El gran salto llegó cuando cumplí los 12 años y me regalaron mi Spectrum 128K. Era increíble, algunos de mis amigos (muy pocos), tenían uno de estos aparatos pero tenían el de 16K. Mi padre me conseguía un montón de juegos extraños en cintas de cassete, y me pasé infinitas tardes de verano jugando con ellos. Bueno, realmente el tiempo se iba en cargar los juegos más que en el propio juego en si. Recuerdo perfectamente el ruido tan característico que hacía al cargar y los colores que se iban alternando en la pantalla (seguro que ahora los prohibirían por considerar que producen ataques epilépticos o cosas por el estilo). Los juegos buenos de verdad podían tardar 30 minutos en cargar. Y lo peor de todo es que en el minuto 29 y 30 segundos se podía producir un error en pantalla ("RLoading error") y todo se iba al garete, había que volver a empezar. Pero se empezaba y punto (juventud, divino tesoro).
Pero lo que cambió realmente mi vida fue el día en que mi padre llegó con un ordenador 386 a casa. Yo tenía 16, y me pareció la máquina más impresionante que pudiera tener ningún ser humano (a los 16 años se tiene una visión muy reducida y mucho entusiasmo). Las primeras veces que toqué su teclado me temblaban las manos de emoción.

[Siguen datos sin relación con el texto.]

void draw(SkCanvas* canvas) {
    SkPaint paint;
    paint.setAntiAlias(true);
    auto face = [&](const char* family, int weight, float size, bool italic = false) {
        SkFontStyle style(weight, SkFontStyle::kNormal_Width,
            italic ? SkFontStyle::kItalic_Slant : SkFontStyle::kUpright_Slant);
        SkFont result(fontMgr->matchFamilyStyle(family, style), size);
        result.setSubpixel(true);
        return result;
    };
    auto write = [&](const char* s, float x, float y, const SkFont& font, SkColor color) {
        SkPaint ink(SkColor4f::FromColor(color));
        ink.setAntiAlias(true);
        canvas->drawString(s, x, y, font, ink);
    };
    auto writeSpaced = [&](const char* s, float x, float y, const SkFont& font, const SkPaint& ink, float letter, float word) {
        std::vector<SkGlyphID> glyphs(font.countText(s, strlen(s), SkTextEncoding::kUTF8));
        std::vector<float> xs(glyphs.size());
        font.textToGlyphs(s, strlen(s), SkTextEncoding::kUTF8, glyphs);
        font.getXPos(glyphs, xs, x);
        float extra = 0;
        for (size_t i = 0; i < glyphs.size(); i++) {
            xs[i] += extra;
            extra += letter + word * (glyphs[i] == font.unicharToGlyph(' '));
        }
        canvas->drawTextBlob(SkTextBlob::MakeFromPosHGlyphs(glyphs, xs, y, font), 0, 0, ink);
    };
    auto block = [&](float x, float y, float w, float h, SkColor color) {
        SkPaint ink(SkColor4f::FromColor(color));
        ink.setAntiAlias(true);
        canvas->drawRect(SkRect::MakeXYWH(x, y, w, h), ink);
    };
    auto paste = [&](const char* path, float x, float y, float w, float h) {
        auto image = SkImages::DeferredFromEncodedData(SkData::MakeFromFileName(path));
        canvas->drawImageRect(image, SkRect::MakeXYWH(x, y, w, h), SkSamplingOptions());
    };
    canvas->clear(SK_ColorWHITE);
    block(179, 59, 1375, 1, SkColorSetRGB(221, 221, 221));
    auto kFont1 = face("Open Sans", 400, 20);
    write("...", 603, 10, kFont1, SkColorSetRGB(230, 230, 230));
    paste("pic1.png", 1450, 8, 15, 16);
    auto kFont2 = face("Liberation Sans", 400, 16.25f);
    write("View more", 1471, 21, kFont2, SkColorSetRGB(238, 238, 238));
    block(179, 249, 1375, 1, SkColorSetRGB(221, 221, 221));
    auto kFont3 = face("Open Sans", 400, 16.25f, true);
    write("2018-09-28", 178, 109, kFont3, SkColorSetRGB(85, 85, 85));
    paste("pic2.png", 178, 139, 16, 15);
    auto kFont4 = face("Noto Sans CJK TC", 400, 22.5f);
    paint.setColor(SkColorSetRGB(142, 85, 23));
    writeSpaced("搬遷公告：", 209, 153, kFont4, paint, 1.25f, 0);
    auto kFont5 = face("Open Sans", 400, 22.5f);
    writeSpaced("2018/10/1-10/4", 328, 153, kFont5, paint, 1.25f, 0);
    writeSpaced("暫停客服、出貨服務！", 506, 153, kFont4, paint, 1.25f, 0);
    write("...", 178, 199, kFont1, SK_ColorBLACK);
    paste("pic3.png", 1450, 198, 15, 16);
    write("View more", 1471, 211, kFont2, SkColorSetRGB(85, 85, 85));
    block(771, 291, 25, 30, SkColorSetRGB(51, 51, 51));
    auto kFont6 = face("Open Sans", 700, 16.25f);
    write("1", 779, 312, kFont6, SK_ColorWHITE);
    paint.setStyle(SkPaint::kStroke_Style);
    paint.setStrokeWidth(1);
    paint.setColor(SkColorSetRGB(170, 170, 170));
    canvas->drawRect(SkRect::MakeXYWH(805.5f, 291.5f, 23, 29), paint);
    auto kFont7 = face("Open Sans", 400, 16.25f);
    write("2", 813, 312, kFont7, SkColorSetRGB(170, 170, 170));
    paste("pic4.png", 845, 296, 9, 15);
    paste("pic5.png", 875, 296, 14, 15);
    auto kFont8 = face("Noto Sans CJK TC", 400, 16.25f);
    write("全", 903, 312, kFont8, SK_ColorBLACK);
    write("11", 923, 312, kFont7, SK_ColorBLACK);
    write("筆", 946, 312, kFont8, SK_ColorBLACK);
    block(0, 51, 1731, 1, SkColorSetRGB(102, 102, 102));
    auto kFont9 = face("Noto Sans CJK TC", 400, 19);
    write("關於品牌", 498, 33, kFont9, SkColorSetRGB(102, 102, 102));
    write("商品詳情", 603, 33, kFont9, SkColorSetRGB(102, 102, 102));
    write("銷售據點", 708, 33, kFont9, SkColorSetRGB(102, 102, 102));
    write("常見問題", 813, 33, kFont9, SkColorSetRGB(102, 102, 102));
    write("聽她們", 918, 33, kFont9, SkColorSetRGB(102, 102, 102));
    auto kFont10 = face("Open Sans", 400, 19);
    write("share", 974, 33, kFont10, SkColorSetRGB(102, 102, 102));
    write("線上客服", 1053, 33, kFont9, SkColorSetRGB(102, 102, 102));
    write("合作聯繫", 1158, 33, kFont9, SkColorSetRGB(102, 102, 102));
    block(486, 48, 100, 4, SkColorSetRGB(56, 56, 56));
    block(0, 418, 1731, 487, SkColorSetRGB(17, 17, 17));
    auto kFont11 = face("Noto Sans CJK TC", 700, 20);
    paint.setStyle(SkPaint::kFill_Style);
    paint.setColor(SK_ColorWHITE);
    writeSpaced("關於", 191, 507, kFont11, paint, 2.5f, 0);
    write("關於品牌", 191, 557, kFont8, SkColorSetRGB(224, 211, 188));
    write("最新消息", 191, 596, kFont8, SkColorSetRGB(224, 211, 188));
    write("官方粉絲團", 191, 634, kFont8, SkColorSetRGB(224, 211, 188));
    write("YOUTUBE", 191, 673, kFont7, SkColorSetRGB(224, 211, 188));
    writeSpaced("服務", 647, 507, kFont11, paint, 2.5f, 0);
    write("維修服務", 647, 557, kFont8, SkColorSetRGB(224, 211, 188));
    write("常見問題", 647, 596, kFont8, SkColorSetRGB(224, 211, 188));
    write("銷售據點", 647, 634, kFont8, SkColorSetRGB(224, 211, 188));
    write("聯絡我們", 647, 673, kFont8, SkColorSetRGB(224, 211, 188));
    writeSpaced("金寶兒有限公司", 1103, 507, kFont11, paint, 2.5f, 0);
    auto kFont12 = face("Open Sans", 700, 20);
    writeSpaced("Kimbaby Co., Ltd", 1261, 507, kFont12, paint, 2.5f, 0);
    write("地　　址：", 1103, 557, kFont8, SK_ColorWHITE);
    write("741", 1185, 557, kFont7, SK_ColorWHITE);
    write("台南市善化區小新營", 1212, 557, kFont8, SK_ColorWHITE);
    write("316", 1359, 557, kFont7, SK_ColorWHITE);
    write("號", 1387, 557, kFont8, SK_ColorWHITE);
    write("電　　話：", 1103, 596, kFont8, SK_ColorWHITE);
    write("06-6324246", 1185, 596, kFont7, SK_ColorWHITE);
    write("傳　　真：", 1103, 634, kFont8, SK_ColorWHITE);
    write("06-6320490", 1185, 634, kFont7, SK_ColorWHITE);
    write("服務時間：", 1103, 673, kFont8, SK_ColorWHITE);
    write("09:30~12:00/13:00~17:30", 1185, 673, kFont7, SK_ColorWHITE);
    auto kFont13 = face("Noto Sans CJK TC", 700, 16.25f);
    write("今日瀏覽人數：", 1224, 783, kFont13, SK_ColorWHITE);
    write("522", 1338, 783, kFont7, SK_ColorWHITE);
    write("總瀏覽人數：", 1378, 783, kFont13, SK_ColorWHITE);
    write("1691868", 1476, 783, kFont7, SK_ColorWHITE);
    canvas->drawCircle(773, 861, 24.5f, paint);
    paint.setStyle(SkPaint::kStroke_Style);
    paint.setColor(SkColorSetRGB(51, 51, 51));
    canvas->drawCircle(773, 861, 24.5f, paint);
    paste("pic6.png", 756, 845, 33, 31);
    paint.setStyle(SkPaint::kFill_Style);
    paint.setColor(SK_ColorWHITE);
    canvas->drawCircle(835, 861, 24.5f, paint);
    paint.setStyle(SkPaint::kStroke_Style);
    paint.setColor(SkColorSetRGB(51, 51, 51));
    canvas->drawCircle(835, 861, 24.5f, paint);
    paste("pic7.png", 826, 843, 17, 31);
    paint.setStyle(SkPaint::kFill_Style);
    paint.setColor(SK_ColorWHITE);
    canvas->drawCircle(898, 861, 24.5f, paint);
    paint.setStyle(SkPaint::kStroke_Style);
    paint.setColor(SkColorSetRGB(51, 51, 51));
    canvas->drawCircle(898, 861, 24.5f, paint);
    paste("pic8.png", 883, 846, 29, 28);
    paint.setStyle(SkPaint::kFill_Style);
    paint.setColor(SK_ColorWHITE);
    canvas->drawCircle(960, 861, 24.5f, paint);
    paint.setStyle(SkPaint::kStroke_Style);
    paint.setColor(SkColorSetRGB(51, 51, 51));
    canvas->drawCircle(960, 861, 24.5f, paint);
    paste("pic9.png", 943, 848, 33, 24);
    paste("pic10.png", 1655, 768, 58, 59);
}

Mis padres me apuntaron a clases de informática en la Casa de la Cultura de Getafe y allí aprendí lo básico en cuanto a ofimática y luego hice cursos de análisis y programación. Fue entonces cuando decidí que lo que yo quería estudiar era ingeniería informática, sin saber todavía que acabaría estudiando en la Complutense, y que conocería allí al pequeño Paco, y que los dos tendríamos esta historia, y este trabajo, y estos amigos, y esta vida.
Mi 386 (que Dios tenga en su gloria) me acompañó los 5 años de carrera. Pasé innumerables noches en vela en su compañía pegándome con las prácticas de la universidad. Los dos últimos años fueron una lenta agonía de quiero y no puedo. La mayor parte de las prácticas ya no podía hacerlas con él, se me había quedado "pequeño", como tantas veces la ropa en la infancia. Y como todo llega a su final, mi padre un día trajo a casa un Pentium y le dimos al 386 un descanso merecido y justo. La práctica de fin de carrera la hice con el nuevo Pentium que parecía un rayo y con el que todo era mucho más fácil. Pero no era igual, y aunque después han llegado muchos otros ordenadores, ya nada ha sido lo mismo.
Hace unos meses el pequeño Paco y yo decidimos comprar un iMac. Ha tardado un mes en llegar, pero ya está en casa y es una pasada, no ocupa nada y su pantalla te deja hipnotizado con solo mirarla. Y aunque estoy muy contenta, tengo sentimientos encontrados. Por un lado, por mucho
que maldiga Windows a diario, siento que estoy traicionando a mi 386.
Por otro, cuando me acerco al nuevo teclado de mi iMac y miro mi nueva pantalla, me vuelven a temblar las manos de emoción como hacía ya mucho que no me ocurría.